Windows memory usage looks sensible, but on Linux the application is always at the memory limit, and yet never fails due to lack of memory. What is going on? 

Modern operating systems use spare memory to keep a cache of files on disk. This is known as the file cache or page cache. File cache greatly improves performance as RAM is much faster than disk. File cache has minimal downside since, if memory is needed for something else, the file cache can simply be reclaimed. 

On Windows, we limit memory usage via a Windows Job Object. Job Object memory limits (and memory usage figures as shown in the table above) do not include the file cache. 

On Linux, Kubernetes uses Docker to run our application. Docker limits memory usage via a cgroup. Cgroup memory limits (and usage figures) include the file cache. 

Since our application makes heavy use of disk, Linux quite reasonably uses all spare memory up to the cgroup limit as file cache. This means that, with a container limit of 36GiB, the cgroup will report a memory usage of 36GiB most of the time (even though a lot of this is only file cache). 

This may sound like a harmless quirk of cgroups, but it has a seriously negative effect – with .NET Core 5.0, the .NET garbage collector mistakenly thinks it’s about to run out of memory (even though Linux will reclaim file cache as needed). When it thinks it’s short of memory, the Garbage Collection (GC) behaves much more aggressively (see documentation here), which significantly slows down the application. 

This effect leads to a ridiculous experimental result: containers with the same memory limit (but running on a machine with a different amount of free RAM) give very different performance results.

Free RAM at Start Application Run Time (s) G2 Garbage Collection Count
~700GB  10174  823 
39GB 10421 812
27GB  5428  105 

A crazy experimental result: Linux/Docker performance doubles when the machine is low on memory! 

The table above shows time taken by our application running in a Docker container with a 36GB limit. Reducing free RAM on the machine below 36GB almost doubles the performance of our application! What is going on? 

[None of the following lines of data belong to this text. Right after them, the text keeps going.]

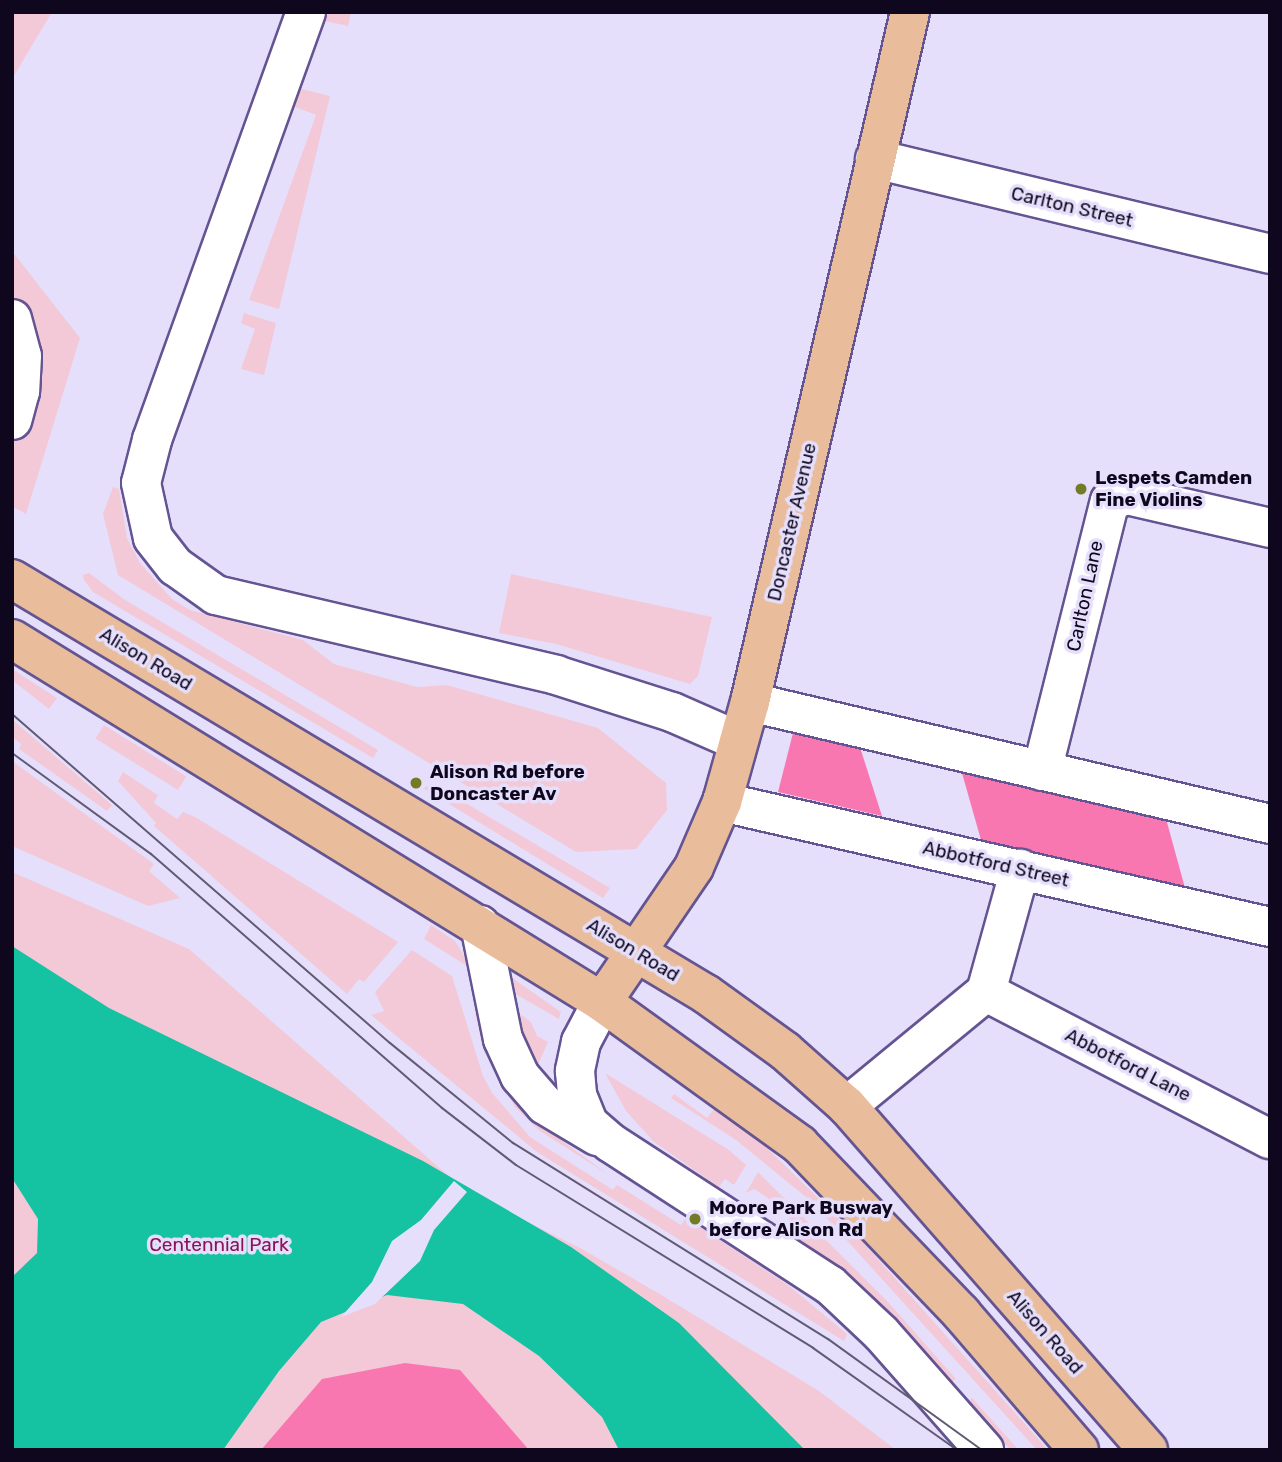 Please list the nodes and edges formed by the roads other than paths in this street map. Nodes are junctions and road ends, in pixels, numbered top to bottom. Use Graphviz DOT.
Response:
graph roads {
  1 [pos="306,12"];
  2 [pos="910,12"];
  3 [pos="875,159"];
  4 [pos="1270,254"];
  5 [pos="12,319"];
  6 [pos="12,420"];
  7 [pos="1270,528"];
  8 [pos="12,579"];
  9 [pos="12,639"];
  10 [pos="750,702"];
  11 [pos="738,741"];
  12 [pos="1042,771"];
  13 [pos="722,802"];
  14 [pos="1270,824"];
  15 [pos="1020,870"];
  16 [pos="480,925"];
  17 [pos="1270,927"];
  18 [pos="638,952"];
  19 [pos="986,992"];
  20 [pos="602,1002"];
  21 [pos="847,1106"];
  22 [pos="1270,1139"];
  23 [pos="632,1156"];
  24 [pos="984,1450"];
  25 [pos="1079,1450"];
  26 [pos="1148,1450"];
  1 -- 11 [label="street"];
  2 -- 3 [label="main road, Doncaster Avenue"];
  3 -- 4 [label="street, Carlton Street"];
  3 -- 10 [label="main road, Doncaster Avenue"];
  5 -- 6 [label="street"];
  7 -- 12 [label="street, Carlton Lane"];
  8 -- 18 [label="main road, Alison Road"];
  9 -- 16 [label="main road"];
  10 -- 11 [label="main road, Doncaster Avenue"];
  10 -- 12 [label="street"];
  11 -- 13 [label="main road, Doncaster Avenue"];
  12 -- 14 [label="street"];
  13 -- 15 [label="street, Abbotford Street"];
  13 -- 18 [label="main road, Doncaster Avenue"];
  15 -- 17 [label="street, Abbotford Street"];
  15 -- 19 [label="street"];
  16 -- 20 [label="main road"];
  16 -- 23 [label="street"];
  18 -- 20 [label="main road, Doncaster Avenue"];
  18 -- 21 [label="main road, Alison Road"];
  19 -- 21 [label="street"];
  19 -- 22 [label="street, Abbotford Lane"];
  20 -- 23 [label="street"];
  20 -- 25 [label="main road"];
  21 -- 26 [label="main road, Alison Road"];
  23 -- 24 [label="street"];
}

When there is >36GB RAM free, file cache is limited by the 36GB container limit. Container memory usage will equal the limit, and the GC will think it’s out of memory. 

When there is <36GB RAM free, file cache is limited by available RAM. Container memory usage will be below the 36GB limit, and the GC won’t think it’s out of memory. Compared to the >36GB free case, runtime almost halves, and G2 garbage collections fall by 8x. 

The solution 

So what have we found? You can control the point at which the GC enters aggressive/slow mode via the System.GC.HighMemoryPercent parameter in runtimeconfig.json. 

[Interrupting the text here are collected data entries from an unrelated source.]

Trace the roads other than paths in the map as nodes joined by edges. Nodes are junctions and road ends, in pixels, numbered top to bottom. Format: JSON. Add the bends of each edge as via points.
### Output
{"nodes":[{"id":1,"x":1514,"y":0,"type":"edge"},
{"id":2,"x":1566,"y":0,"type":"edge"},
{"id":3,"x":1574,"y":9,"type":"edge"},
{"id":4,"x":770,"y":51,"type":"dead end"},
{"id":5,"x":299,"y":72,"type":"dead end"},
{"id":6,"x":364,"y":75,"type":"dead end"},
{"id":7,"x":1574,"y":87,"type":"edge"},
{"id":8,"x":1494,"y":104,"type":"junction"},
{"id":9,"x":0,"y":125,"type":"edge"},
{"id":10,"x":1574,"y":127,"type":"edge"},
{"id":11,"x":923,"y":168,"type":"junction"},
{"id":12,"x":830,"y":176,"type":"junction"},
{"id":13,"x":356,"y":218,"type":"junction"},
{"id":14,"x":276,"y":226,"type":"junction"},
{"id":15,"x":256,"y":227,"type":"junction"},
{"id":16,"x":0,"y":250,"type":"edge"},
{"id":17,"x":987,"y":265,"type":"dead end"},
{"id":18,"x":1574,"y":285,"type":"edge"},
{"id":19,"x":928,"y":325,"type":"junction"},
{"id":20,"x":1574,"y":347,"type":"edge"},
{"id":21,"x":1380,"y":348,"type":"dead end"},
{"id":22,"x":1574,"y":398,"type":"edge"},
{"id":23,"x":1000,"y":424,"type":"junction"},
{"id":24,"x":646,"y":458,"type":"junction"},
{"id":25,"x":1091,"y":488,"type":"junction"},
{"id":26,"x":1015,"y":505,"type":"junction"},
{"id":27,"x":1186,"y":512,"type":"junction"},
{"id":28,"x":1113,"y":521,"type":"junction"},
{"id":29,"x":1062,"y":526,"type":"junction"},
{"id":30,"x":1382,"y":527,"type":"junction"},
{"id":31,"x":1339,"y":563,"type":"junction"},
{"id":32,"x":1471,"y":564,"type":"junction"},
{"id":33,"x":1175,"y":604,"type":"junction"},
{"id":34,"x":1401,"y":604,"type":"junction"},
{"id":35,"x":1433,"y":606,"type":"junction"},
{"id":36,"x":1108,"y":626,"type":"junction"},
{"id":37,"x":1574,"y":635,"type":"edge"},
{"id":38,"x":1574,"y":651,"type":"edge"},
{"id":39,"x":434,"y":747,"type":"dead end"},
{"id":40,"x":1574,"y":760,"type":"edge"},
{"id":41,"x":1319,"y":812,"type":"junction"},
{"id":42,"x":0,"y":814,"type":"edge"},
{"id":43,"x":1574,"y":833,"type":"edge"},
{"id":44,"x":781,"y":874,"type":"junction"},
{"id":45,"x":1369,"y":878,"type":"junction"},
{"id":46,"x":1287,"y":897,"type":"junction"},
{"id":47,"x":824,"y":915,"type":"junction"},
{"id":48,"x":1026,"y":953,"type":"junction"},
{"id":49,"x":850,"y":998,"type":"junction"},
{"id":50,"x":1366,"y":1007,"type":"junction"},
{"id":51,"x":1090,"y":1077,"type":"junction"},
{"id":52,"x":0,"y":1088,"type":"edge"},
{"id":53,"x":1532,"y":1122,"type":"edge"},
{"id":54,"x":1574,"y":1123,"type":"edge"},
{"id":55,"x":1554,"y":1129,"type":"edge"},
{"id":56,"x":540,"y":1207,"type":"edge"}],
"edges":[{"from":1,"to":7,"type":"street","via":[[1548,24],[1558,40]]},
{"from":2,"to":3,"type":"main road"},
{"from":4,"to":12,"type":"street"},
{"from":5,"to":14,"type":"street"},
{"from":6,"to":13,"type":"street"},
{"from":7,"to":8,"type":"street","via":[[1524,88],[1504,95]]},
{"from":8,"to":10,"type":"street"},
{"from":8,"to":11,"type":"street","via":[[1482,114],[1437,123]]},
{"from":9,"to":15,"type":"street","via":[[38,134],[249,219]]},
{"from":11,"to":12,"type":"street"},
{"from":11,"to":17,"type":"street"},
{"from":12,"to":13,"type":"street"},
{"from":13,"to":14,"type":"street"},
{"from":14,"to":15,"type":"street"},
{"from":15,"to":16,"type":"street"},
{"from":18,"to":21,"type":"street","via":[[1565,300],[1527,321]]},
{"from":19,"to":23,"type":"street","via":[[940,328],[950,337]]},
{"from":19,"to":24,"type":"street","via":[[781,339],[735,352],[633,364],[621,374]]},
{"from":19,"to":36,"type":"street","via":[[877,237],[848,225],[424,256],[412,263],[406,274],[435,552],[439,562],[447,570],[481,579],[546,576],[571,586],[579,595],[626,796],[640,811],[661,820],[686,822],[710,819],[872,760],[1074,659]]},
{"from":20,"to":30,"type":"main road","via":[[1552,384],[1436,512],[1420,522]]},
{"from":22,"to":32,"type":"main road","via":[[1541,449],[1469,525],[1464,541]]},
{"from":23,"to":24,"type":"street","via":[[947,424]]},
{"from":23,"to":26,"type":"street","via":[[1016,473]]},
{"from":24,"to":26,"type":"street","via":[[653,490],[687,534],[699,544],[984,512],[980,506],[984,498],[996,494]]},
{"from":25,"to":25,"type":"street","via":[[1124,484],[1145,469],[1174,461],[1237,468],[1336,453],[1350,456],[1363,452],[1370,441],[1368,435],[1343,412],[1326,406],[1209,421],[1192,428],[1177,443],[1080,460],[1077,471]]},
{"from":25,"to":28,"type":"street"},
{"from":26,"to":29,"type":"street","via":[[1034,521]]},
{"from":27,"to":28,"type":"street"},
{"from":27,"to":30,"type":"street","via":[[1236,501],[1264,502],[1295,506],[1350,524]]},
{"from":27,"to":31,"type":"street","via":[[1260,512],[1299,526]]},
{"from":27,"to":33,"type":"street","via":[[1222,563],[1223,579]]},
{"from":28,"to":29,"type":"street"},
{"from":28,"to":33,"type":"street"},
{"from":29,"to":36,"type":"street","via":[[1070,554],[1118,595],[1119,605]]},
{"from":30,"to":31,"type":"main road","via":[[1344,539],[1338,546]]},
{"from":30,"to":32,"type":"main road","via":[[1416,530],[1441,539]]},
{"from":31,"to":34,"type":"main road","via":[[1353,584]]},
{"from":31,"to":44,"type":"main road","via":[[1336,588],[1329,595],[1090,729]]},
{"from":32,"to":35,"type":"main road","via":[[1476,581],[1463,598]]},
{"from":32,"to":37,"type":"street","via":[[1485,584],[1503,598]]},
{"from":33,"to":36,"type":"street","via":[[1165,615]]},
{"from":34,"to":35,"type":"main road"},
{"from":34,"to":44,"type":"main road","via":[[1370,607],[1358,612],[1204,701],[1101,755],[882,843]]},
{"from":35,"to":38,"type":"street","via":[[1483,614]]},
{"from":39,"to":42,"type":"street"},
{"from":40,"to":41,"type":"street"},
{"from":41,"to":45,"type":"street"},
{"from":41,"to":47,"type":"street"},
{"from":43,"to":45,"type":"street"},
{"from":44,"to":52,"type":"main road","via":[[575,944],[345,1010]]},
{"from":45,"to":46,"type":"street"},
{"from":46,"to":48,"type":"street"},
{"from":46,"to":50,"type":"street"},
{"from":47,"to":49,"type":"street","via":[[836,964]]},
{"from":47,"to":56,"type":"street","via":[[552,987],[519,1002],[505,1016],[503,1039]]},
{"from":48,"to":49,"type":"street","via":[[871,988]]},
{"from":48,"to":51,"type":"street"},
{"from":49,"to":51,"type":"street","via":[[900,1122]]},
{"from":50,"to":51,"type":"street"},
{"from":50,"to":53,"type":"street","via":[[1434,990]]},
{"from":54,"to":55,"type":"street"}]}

In theory, setting this to 100% should stop the GC from ever entering aggressive mode. But, in practice, this makes no difference because HighMemoryPercent is capped at 99% in the GC code. So, having failed to find a workaround, we set about modifying the .NET GC. 

We reported the issue on the dotnet/runtime repository on GitHub, describing what we knew  about the problem so far.

Intending to file a good bug report, we wanted to include information on how to reproduce the bug. We planned to show repro steps simple enough  for anyone to follow. We had evidence that it was possible to double the performance of our closed-source application by reducing available memory on the machine. However, we could not provide an example using our closed source app, as it relies on our internal infrastructure and is commercially sensitive.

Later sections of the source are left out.